One of the most serious problems for agriculture in Bosnia and Herzegovina is seen as the lack of competitiveness of its agricultural products. This is primarily due to persistent obstacles to exports and the low level of compliance with food safety standards. The Czech Development Agency is, therefore, supporting a bilateral project in the country with the objective of strengthening the food safety control role of the competent authorities. The project is in accordance with Sustainable Development Goal No. 16, as it focuses on supporting effective and transparent institutions at multiple levels.
One of the main problems related to agricultural and food production in Bosnia and Herzegovina is food quality and safety. Control mechanisms in this area are either lacking or are completely inadequate. Foods that pose a risk to human health may be produced as a consequence. The uncontrolled application of pesticides and fertilizers also has a negative impact on the environment, particularly on surface water, groundwater, and the soil. In addition, the food does not meet standards for import to the EU Member States and is thus not competitive in those markets.
This project, entitled Improving Food Safety in Bosnia and Herzegovina and implemented between 2017 and 2020, is based around the current priorities of partner organizations and is fully in accordance with European Commission food safety recommendations. The project also follows on from previous Czech Development Agency projects implemented here in the agriculture and rural development sector.
The need to create a control plan for food additives, pesticides, and salmonella
“It is clear that better food safety will have a positive impact both on the incidence of illnesses caused by unsafe food and also on the environment by reducing the agrochemical burden on the land. If, in addition, Bosnia and Herzegovina produces safe food, it will then be able to export to the EU Member States. Our project, therefore, determines appropriate procedures and systems in three control areas: pesticides and fertilizers, salmonella, and food additives,” says Jan Rosmus of the State Veterinary Institute, the joint project implementer together with the Central Institute for Supervising and Testing in Agriculture.
The first part of the project thus focused on creating a control system for pesticides and fertilizers and an integrated production system. After the completion of the project, Bosnian laboratories will be capable of detecting fertilizer and pesticide residues and a fully functional register of plant protection products and fertilizers will be created. The Administration of Bosnia and Herzegovina for Plant Health Protection is a key partner at the state level.
The second part of the project focused on salmonella control. Activities included planning and the introduction of official sampling. This part of the project will include an audit of official control and legislation workplaces and a plan for an official sampling system will be created. At least 10 inspectors and at least 20 staff from 10 producers and processors will also be trained in planning and official sampling. Here the main partner is the Veterinary Office of Bosnia and Herzegovina.
The third part of the project focuses on the control of food additives. The food additives issue is not harmonized with the EU throughout Bosnia and Herzegovina, even though the relevant rules and regulations were issued in September 2017. The main partner in this part of the project is the Food Safety Agency of Bosnia and Herzegovina.

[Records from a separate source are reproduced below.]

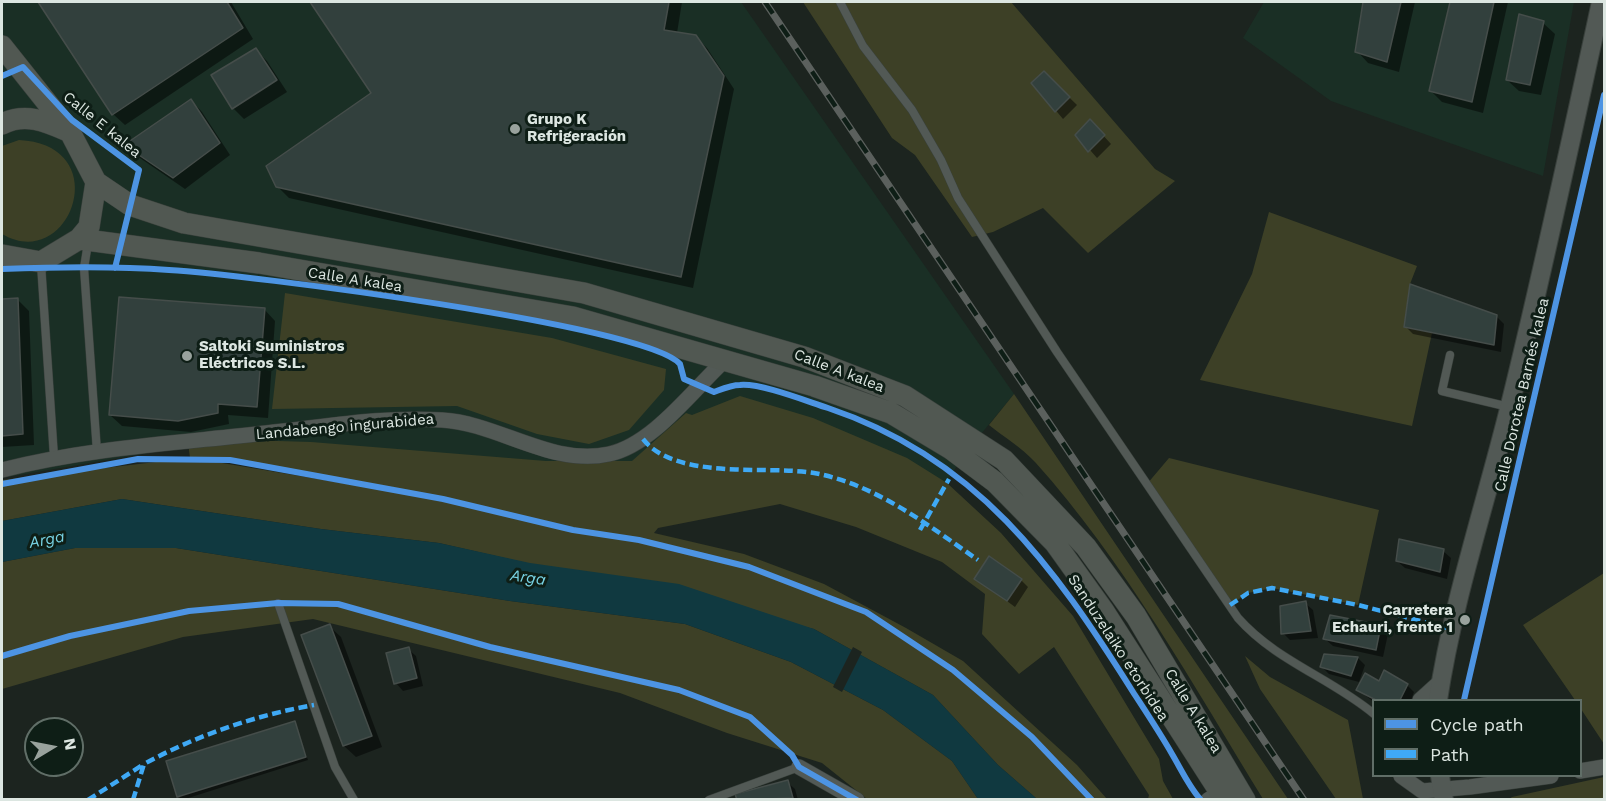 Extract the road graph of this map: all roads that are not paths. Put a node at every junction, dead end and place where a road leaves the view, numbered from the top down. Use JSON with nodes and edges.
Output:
{"nodes":[{"id":1,"x":840,"y":2,"type":"edge"},
{"id":2,"x":1601,"y":2,"type":"edge"},
{"id":3,"x":2,"y":46,"type":"edge"},
{"id":4,"x":2,"y":124,"type":"edge"},
{"id":5,"x":70,"y":132,"type":"junction"},
{"id":6,"x":96,"y":182,"type":"junction"},
{"id":7,"x":84,"y":240,"type":"junction"},
{"id":8,"x":4,"y":258,"type":"edge"},
{"id":9,"x":41,"y":262,"type":"junction"},
{"id":10,"x":1450,"y":355,"type":"dead end"},
{"id":11,"x":724,"y":362,"type":"junction"},
{"id":12,"x":1509,"y":407,"type":"junction"},
{"id":13,"x":97,"y":452,"type":"junction"},
{"id":14,"x":54,"y":457,"type":"junction"},
{"id":15,"x":2,"y":470,"type":"edge"},
{"id":16,"x":278,"y":603,"type":"dead end"},
{"id":17,"x":1441,"y":681,"type":"junction"},
{"id":18,"x":1421,"y":699,"type":"edge"},
{"id":19,"x":1438,"y":699,"type":"edge"},
{"id":20,"x":1372,"y":712,"type":"edge"},
{"id":21,"x":799,"y":767,"type":"joint"},
{"id":22,"x":1605,"y":767,"type":"edge"},
{"id":23,"x":1582,"y":771,"type":"edge"},
{"id":24,"x":1402,"y":777,"type":"edge"},
{"id":25,"x":1543,"y":777,"type":"edge"},
{"id":26,"x":1442,"y":789,"type":"edge"},
{"id":27,"x":1227,"y":795,"type":"edge"},
{"id":28,"x":354,"y":800,"type":"edge"},
{"id":29,"x":709,"y":800,"type":"edge"},
{"id":30,"x":857,"y":800,"type":"edge"}],
"edges":[{"from":1,"to":20,"type":"lane"},
{"from":2,"to":12,"type":"street","name":"Calle Dorotea Barnés kalea"},
{"from":3,"to":5,"type":"main road","name":"Calle E kalea"},
{"from":4,"to":5,"type":"main road"},
{"from":5,"to":6,"type":"main road","name":"Calle E kalea"},
{"from":6,"to":7,"type":"main road"},
{"from":6,"to":27,"type":"main road","name":"Calle A kalea"},
{"from":7,"to":9,"type":"main road"},
{"from":7,"to":11,"type":"main road","name":"Calle A kalea"},
{"from":7,"to":13,"type":"lane"},
{"from":8,"to":9,"type":"main road"},
{"from":9,"to":14,"type":"lane"},
{"from":10,"to":12,"type":"lane"},
{"from":11,"to":13,"type":"street","name":"Landabengo ingurabidea"},
{"from":11,"to":27,"type":"main road","name":"Calle A kalea"},
{"from":12,"to":17,"type":"street","name":"Calle Dorotea Barnés kalea"},
{"from":13,"to":14,"type":"street","name":"Landabengo ingurabidea"},
{"from":14,"to":15,"type":"street","name":"Landabengo ingurabidea"},
{"from":16,"to":28,"type":"lane"},
{"from":17,"to":18,"type":"street"},
{"from":17,"to":19,"type":"street","name":"Calle Dorotea Barnés kalea"},
{"from":21,"to":29,"type":"lane"},
{"from":21,"to":30,"type":"street"},
{"from":22,"to":23,"type":"street"},
{"from":24,"to":26,"type":"street"},
{"from":25,"to":26,"type":"street"}]}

“The project’s direct target group is administrative staff with competencies for food safety. These are institutions and administration at both state and entity-level that will benefit in particular from the newly introduced control systems and new methods contributing towards improvements in food safety. The farmers themselves will also be direct beneficiaries, as they will have the opportunity to expand their knowledge through training and obtain integrated agricultural production certification,” says Sara Miličić, in charge of projects in Bosnia and Herzegovina at the Czech Development Agency.
The project’s final beneficiaries can be considered the entire population of Bosnia and Herzegovina, as better food safety will result in health and environmental benefits over the long term. Consumers in other countries to which food is exported from Bosnia and Herzegovina will also profit from the project. Thanks to the project, more types of food in Bosnia and Herzegovina will meet food safety standards and will be eligible for export to the EU Member States – in particular Croatia, a traditional customer for Bosnian production, as exports to this country from Bosnia and Herzegovina have been limited since Croatia’s accession to the EU in 2013 primarily due to failures to comply with European standards.